Notre existence est tissée de relations. Mille ramifications s’entrecroisent depuis notre naissance et même notre conception. Nous avons d’abord été conçus dans une relation entre une femme et un homme. Notre mère et notre père ont été notre première relation. Une relation même très profonde: nous sommes de la chair de nos parents. Mais, par la suite, nous avons pris contact avec leur entourage, puis bien d’autres personnes connues et inconnues: nos frères, nos soeurs, des voisins, mais aussi la caissière du centre d’achats, le chauffeur d’autobus, etc.
Je me souviens, très jeune adolescent, à l’âge des statistiques et des compilations, j’aurais souhaité faire la liste de toutes les personnes que je connaissais. J’étais encore au début de ma vie, la chose aurait été relativement facile à faire. Mais aujourd’hui, avec toutes les années de rencontres, de contacts, de communications qui composent mon existence, il me serait impossible de réunir les noms de tous ceux qui m’ont croisé un jour ou l’autre.
Chacune de nos existences est enveloppée d’un immense filet de relations, une grande nappe de dentelle, dont les fils relient entre nous tant et tant de personnes. Ce filet, cette nappe recueille et garde ensemble tout ce qui compose l’histoire de notre vie: des événements, des attachements, des découvertes, des valeurs… Le filet de nos relations humaines rassemble tout ce que nous avons glané au cours des ans. En même temps, il donne une forme à tout cela.
C’est dire toute l’importance des contacts, des rapprochements, des liens que nous tissons. Nos amitiés nous sont essentielles. L’amour donne un sens à l’ensemble de notre histoire. Souvent, les autres sont à l’origine des événements. Ils arrivent dans notre vie avec leurs influences. Ils appellent et fascinent. Ils créent chez nous une réaction, une initiative, une intervention. Et voilà une page nouvelle que nous sommes en train d’écrire.
Parfois, un maillon de notre filet se casse. La dentelle se déchire. Un conflit avec quelqu’un vient de surgir. Une colère explose. Une menace, un danger pointe à l’horizon. Une mauvaise relation ou un défaut de relation est souvent à l’origine de cette faille. Parfois, l’harmonie de l’ensemble de la vie est compromis. Le sens peut s’échapper du filet ou de la nappe de dentelle comme le sable qui fuit par une brèche dans le sac.

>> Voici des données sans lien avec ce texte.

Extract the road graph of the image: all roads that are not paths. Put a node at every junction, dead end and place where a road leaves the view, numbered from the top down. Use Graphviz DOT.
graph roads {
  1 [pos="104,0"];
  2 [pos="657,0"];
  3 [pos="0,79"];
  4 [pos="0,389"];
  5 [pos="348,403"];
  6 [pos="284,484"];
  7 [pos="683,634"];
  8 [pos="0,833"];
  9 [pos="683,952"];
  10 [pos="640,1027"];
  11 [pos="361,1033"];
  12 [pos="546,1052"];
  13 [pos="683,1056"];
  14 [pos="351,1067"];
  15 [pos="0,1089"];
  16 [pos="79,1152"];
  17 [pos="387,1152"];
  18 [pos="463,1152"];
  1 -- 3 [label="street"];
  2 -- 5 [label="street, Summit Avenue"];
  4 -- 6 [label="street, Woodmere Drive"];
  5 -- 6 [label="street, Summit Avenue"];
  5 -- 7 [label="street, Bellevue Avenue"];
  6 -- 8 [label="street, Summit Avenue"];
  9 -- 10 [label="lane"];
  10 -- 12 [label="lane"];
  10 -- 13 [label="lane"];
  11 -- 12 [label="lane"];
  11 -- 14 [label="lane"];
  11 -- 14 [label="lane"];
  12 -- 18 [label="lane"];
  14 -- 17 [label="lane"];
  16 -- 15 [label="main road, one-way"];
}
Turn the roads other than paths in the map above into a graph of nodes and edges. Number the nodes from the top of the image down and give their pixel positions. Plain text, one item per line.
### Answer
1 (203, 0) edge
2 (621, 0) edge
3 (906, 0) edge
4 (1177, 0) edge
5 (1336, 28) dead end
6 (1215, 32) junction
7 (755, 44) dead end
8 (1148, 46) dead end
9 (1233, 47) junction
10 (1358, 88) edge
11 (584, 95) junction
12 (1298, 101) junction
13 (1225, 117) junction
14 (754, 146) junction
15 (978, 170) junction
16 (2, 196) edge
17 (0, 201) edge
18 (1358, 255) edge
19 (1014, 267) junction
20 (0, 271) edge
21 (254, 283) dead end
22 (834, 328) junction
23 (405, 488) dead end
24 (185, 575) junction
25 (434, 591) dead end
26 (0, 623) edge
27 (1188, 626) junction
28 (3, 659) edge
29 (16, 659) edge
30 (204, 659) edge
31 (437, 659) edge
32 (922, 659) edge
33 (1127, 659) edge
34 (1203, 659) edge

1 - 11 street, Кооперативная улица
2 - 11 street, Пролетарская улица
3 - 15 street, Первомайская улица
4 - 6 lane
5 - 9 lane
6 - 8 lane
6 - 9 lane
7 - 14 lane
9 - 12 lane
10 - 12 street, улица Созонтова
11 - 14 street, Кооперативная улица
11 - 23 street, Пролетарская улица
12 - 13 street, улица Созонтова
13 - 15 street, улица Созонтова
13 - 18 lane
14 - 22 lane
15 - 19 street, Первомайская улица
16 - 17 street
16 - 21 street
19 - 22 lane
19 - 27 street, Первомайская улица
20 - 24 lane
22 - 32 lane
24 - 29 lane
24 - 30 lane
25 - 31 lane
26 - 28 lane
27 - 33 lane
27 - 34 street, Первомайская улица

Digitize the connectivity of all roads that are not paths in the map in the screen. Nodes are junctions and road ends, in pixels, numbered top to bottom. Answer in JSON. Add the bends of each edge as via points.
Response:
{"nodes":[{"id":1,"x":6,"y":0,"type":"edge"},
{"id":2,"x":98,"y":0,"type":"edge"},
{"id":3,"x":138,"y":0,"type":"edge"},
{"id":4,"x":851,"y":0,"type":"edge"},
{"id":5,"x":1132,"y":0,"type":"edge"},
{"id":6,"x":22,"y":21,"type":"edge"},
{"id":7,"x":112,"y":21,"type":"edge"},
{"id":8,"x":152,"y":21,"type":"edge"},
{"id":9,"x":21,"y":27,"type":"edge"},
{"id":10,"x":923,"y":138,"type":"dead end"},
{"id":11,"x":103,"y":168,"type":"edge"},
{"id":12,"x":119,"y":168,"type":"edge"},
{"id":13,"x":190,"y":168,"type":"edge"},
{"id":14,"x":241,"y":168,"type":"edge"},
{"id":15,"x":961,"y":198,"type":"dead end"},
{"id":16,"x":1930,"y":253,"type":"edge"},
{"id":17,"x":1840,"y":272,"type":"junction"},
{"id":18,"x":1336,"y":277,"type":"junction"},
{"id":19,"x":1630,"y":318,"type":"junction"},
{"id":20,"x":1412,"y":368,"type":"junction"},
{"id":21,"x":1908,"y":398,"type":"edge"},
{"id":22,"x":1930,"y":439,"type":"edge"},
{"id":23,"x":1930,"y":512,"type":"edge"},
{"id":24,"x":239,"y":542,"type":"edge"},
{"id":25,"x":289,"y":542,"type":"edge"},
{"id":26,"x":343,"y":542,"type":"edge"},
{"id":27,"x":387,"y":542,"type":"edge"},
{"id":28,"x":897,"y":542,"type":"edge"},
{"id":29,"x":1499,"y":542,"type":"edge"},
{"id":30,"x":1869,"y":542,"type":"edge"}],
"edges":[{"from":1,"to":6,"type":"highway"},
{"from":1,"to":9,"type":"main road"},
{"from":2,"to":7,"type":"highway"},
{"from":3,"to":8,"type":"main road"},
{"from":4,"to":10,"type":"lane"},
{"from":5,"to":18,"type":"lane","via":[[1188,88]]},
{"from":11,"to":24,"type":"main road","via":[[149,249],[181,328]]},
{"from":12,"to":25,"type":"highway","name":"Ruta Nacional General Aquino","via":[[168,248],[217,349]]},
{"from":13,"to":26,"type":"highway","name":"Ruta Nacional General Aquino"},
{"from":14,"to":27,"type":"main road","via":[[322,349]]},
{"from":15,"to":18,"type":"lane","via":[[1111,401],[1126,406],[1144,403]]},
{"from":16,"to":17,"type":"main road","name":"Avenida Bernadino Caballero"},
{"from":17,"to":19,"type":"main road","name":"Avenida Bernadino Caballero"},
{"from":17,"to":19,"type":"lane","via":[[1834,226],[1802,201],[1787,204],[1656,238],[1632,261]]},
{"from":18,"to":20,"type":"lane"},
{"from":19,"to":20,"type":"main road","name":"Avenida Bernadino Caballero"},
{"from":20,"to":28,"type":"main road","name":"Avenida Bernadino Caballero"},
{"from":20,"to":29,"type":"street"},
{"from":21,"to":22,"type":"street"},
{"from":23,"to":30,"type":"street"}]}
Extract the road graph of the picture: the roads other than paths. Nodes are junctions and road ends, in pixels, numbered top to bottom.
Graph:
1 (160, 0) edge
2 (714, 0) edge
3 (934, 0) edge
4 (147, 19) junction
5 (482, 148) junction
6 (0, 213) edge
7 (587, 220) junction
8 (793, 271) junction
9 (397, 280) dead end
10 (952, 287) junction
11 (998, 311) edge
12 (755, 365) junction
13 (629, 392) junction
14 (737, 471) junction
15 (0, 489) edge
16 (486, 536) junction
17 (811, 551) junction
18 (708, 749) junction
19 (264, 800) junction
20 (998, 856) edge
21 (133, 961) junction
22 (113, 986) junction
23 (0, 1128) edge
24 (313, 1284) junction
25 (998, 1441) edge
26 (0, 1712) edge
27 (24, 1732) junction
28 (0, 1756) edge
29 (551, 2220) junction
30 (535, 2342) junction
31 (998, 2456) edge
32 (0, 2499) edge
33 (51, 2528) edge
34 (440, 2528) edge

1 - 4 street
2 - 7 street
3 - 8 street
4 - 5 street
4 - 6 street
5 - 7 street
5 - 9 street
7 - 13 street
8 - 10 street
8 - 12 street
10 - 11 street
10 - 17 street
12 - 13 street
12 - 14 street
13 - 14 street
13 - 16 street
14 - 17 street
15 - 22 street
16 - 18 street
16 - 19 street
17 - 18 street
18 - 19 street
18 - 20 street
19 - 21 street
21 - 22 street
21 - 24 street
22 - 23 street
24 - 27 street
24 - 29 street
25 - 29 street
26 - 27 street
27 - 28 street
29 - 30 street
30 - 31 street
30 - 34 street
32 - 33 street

Pas surprenant que Jésus ait placé l’amour au-dessus de tout, la loi suprême, l’inévitable règle de vie. Pas surprenant même qu’il tienne compte des ennemis dans sa vision des relations interpersonnelles. Il ne dit pas de ne pas en avoir, ce serait irréaliste. Mais il propose une manière de vivre avec l’ennemi: prier pour lui, dire du bien de celui qui nous maudit.
Qu’est-ce que Jésus veut dire? Combattre l’ennemi en l’attaquant ou simplement l’ignorer ne réparera pas le filet de nos relations. La nappe de notre histoire va demeurer déchirée. Prier pour que guérisse la relation, souhaiter du bien au point d’influencer l’attitude de l’autre, tenter de le changer par une attitude différente de la haine ou de la vengeance.
Chemin difficile que l’amour des ennemis, la prière pour l’agresseur! C’est vrai. Il faut parfois beaucoup de temps pour y parvenir. La première étape de la prière, c’est souvent de prier pour que notre propre regard se transforme, qu’il apprivoise la situation, qu’il reconnaisse notre responsabilité personnelle. Dans une relation, il y a toujours deux personnes. Un ennemi est toujours l’ennemi de quelqu’un. Il y a donc du chemin à faire par les deux partis à la fois. Le filet ne peut se réparer sans que les deux bouts du fil ou de la corde se rapprochent et se nouent de nouveau.